TASK
Select every line containing the word "family" from the material, and copy those lines.

╭──

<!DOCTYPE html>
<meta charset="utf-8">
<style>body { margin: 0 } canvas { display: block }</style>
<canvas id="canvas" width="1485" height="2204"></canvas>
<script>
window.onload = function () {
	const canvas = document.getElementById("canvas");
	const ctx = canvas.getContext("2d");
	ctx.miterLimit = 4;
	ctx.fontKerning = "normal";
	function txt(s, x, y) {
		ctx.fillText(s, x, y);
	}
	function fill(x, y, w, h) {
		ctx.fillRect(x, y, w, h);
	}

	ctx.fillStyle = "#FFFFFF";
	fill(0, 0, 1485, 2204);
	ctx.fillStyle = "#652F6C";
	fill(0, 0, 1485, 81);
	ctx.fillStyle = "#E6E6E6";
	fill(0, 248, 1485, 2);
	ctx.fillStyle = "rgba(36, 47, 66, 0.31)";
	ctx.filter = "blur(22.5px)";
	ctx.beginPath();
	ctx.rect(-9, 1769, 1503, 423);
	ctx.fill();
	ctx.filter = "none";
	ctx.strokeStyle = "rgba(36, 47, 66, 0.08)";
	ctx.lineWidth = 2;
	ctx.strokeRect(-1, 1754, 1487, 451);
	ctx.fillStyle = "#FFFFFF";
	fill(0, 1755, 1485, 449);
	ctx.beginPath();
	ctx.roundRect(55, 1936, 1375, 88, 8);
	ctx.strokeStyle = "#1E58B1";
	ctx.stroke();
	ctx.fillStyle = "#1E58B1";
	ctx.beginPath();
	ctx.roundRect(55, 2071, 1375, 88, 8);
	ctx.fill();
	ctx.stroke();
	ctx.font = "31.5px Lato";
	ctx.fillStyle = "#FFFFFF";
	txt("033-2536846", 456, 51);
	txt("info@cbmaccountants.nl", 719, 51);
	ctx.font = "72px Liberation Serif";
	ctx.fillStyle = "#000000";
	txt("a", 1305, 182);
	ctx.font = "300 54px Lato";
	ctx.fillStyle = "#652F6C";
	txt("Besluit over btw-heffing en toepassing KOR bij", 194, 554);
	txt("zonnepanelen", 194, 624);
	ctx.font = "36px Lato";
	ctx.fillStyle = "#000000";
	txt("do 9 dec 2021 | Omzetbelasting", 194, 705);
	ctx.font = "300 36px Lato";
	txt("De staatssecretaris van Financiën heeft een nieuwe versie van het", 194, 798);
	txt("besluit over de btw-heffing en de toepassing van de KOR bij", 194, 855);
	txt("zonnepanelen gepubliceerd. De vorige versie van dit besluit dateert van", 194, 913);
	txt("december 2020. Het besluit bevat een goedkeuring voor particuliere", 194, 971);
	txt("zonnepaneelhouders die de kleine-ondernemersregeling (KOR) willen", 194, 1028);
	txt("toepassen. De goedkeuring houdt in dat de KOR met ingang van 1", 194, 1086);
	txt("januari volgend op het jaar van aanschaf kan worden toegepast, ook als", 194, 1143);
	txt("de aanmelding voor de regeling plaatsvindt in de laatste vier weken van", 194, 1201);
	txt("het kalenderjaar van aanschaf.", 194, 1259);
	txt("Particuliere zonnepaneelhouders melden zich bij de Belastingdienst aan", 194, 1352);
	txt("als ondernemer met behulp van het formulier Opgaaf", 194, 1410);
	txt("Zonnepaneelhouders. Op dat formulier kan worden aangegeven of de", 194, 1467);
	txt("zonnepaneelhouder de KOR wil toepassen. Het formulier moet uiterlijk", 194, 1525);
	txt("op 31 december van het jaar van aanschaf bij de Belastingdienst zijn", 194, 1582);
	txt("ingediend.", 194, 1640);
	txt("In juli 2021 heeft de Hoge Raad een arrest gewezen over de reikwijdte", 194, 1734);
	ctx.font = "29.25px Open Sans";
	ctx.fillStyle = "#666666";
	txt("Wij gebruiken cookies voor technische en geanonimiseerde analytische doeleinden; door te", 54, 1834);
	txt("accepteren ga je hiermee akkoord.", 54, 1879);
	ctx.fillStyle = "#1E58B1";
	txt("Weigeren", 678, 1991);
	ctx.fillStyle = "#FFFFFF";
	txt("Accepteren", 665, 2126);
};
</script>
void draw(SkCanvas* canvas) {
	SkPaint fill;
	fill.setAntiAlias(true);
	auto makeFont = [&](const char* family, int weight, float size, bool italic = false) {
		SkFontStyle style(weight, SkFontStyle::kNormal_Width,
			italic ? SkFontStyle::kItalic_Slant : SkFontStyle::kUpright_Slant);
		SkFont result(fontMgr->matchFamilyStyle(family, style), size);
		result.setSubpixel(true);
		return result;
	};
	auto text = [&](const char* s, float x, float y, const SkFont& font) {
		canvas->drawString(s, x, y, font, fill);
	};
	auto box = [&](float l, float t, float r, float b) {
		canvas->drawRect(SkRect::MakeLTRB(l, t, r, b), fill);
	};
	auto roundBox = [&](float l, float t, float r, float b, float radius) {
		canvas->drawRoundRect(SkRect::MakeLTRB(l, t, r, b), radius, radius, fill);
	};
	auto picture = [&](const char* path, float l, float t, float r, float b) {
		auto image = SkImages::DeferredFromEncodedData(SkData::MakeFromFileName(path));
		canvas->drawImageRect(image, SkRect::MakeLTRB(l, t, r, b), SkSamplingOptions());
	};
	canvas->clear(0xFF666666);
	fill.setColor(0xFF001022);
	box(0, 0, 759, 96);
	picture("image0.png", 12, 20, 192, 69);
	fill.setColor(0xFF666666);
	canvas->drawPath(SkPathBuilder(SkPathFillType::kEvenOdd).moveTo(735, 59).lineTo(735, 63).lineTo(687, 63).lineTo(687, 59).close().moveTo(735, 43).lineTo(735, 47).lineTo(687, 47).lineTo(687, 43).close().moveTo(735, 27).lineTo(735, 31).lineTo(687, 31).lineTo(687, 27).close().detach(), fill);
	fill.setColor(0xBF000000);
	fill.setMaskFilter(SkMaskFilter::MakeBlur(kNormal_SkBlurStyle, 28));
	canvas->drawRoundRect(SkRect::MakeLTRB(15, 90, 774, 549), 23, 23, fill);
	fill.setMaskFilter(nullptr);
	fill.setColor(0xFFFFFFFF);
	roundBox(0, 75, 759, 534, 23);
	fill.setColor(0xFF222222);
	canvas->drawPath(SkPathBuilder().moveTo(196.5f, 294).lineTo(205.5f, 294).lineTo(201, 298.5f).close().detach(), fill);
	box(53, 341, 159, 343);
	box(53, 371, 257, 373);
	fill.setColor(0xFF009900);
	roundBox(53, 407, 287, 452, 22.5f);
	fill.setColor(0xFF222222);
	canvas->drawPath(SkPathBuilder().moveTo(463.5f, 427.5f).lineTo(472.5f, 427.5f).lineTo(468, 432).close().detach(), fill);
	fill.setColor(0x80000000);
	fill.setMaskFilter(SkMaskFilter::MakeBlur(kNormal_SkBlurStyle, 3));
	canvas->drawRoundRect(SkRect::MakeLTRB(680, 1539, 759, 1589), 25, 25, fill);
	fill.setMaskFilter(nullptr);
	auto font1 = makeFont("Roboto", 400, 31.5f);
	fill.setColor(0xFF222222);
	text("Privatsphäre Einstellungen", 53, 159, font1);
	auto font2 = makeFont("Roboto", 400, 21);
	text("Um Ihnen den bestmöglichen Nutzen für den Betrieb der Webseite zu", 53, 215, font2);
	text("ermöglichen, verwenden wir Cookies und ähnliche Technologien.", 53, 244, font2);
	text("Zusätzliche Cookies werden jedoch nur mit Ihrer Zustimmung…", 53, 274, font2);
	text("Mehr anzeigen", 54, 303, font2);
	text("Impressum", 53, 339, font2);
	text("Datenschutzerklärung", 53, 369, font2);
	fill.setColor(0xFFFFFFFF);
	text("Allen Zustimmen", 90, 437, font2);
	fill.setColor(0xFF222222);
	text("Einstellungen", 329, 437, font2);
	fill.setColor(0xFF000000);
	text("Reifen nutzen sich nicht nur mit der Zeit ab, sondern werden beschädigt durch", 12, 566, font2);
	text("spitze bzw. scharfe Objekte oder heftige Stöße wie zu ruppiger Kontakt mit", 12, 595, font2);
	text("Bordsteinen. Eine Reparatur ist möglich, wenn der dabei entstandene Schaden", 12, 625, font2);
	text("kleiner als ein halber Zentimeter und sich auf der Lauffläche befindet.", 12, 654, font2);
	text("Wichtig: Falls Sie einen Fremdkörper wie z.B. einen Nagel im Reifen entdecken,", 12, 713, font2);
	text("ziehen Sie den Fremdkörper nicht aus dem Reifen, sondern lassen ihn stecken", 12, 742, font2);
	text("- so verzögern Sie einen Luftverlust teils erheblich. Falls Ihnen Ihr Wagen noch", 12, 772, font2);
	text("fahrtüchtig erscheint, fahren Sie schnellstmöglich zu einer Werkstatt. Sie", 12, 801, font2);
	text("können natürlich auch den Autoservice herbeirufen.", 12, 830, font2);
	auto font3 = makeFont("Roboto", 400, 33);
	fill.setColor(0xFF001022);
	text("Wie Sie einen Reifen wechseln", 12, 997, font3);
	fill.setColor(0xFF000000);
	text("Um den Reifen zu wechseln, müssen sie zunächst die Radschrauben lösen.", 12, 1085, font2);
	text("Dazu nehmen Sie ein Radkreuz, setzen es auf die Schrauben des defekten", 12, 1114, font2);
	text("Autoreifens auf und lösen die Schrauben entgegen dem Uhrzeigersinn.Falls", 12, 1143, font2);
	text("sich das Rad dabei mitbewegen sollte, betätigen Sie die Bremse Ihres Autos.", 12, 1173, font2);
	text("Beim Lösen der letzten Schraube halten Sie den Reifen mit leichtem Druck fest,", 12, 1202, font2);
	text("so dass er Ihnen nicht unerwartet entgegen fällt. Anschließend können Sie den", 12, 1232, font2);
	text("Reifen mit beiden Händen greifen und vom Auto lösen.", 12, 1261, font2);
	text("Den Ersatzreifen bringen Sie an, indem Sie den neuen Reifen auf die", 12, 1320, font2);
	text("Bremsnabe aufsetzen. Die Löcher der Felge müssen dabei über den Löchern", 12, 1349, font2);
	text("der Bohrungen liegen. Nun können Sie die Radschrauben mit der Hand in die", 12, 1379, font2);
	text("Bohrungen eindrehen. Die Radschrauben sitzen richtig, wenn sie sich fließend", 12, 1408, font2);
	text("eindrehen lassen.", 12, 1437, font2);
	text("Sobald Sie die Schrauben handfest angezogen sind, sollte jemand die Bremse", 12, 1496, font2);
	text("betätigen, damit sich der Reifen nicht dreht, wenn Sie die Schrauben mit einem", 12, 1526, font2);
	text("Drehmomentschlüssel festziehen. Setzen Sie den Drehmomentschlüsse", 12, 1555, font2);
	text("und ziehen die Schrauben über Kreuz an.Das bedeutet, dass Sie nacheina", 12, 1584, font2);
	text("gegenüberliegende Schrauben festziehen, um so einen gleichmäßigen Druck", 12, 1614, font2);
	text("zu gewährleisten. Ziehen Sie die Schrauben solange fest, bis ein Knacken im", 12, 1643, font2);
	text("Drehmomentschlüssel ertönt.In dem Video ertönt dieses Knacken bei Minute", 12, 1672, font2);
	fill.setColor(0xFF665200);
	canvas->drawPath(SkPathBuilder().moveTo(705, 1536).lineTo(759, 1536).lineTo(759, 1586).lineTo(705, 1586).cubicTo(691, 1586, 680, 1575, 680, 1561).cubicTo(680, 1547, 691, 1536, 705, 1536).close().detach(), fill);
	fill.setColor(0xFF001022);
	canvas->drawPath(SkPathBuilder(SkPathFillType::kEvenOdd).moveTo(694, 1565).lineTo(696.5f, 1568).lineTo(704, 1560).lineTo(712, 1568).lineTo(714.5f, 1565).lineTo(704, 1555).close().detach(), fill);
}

╰──

TASK RESULT
	auto makeFont = [&](const char* family, int weight, float size, bool italic = false) {
		SkFont result(fontMgr->matchFamilyStyle(family, style), size);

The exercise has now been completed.